RAW DATA
%%

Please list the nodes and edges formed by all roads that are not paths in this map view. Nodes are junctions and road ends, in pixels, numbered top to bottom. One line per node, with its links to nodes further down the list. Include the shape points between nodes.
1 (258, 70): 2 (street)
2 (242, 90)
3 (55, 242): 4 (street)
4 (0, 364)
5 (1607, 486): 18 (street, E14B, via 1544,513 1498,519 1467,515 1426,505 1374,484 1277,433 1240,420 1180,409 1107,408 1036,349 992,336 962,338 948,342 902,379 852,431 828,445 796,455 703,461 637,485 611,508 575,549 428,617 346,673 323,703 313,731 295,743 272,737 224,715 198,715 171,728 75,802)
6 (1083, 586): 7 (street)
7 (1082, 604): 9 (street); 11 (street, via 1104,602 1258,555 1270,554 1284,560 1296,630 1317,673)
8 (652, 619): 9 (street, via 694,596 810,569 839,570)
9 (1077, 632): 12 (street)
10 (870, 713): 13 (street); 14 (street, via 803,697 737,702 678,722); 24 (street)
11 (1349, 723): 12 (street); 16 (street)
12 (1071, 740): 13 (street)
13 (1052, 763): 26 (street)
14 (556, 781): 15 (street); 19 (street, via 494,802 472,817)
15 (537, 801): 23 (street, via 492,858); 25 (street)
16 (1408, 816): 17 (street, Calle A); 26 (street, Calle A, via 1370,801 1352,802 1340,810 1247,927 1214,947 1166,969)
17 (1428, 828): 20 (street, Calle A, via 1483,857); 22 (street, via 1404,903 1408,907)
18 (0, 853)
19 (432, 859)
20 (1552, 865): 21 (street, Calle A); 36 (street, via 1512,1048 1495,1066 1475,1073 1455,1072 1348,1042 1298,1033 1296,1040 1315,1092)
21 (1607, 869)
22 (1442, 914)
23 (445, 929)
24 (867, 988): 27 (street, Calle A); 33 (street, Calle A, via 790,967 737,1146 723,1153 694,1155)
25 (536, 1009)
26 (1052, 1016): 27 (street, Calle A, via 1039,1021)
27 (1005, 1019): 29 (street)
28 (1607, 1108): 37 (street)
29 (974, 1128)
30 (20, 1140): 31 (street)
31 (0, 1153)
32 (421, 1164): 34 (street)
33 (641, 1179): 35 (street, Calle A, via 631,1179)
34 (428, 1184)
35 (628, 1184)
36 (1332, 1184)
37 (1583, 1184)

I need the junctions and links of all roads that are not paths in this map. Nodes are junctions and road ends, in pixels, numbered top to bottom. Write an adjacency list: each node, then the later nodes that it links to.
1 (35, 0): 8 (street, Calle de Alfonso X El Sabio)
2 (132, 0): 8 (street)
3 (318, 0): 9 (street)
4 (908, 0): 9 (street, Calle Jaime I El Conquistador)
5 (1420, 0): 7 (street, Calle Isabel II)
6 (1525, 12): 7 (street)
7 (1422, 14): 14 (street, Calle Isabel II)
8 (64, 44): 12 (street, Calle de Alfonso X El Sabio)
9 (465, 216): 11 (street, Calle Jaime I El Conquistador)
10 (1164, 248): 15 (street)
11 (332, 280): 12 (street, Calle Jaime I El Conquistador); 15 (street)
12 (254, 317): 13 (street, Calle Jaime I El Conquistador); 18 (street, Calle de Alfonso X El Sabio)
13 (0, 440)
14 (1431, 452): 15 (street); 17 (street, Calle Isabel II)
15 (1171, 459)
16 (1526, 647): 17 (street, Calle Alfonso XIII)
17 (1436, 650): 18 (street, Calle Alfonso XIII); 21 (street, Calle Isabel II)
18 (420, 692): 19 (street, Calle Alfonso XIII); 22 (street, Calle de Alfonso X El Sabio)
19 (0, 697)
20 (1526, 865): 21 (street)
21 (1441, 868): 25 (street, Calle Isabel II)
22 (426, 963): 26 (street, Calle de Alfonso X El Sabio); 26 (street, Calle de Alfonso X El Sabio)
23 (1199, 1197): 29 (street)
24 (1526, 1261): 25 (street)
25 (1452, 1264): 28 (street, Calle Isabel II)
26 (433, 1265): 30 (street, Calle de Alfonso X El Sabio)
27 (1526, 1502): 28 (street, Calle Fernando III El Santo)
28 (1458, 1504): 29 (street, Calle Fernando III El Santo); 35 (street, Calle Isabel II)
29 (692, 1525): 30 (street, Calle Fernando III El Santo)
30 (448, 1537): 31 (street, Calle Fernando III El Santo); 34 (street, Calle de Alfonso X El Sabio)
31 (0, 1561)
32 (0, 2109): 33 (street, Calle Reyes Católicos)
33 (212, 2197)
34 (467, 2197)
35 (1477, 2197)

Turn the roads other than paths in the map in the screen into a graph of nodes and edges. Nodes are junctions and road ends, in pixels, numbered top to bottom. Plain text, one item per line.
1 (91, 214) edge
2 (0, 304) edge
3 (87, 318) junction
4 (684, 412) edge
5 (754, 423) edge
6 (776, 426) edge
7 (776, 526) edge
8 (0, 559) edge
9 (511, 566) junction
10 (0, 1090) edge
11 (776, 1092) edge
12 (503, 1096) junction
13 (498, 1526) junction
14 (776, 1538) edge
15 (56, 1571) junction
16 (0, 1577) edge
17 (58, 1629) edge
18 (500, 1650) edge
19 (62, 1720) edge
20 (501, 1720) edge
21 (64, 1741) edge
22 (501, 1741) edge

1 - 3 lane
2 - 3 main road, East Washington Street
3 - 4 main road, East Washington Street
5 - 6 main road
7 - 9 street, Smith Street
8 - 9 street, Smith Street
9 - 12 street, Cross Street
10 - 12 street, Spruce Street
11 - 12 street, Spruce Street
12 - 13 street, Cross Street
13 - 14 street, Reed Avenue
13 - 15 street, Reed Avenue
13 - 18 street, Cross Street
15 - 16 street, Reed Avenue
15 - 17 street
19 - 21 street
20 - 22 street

%%

WORK REQUEST
Go through the records and show every line with the string "nodes" in it.

EXPECTED OUTPUT
Please list the nodes and edges formed by all roads that are not paths in this map view. Nodes are junctions and road ends, in pixels, numbered top to bottom. One line per node, with its links to nodes further down the list. Include the shape points between nodes.
I need the junctions and links of all roads that are not paths in this map. Nodes are junctions and road ends, in pixels, numbered top to bottom. Write an adjacency list: each node, then the later nodes that it links to.
Turn the roads other than paths in the map in the screen into a graph of nodes and edges. Nodes are junctions and road ends, in pixels, numbered top to bottom. Plain text, one item per line.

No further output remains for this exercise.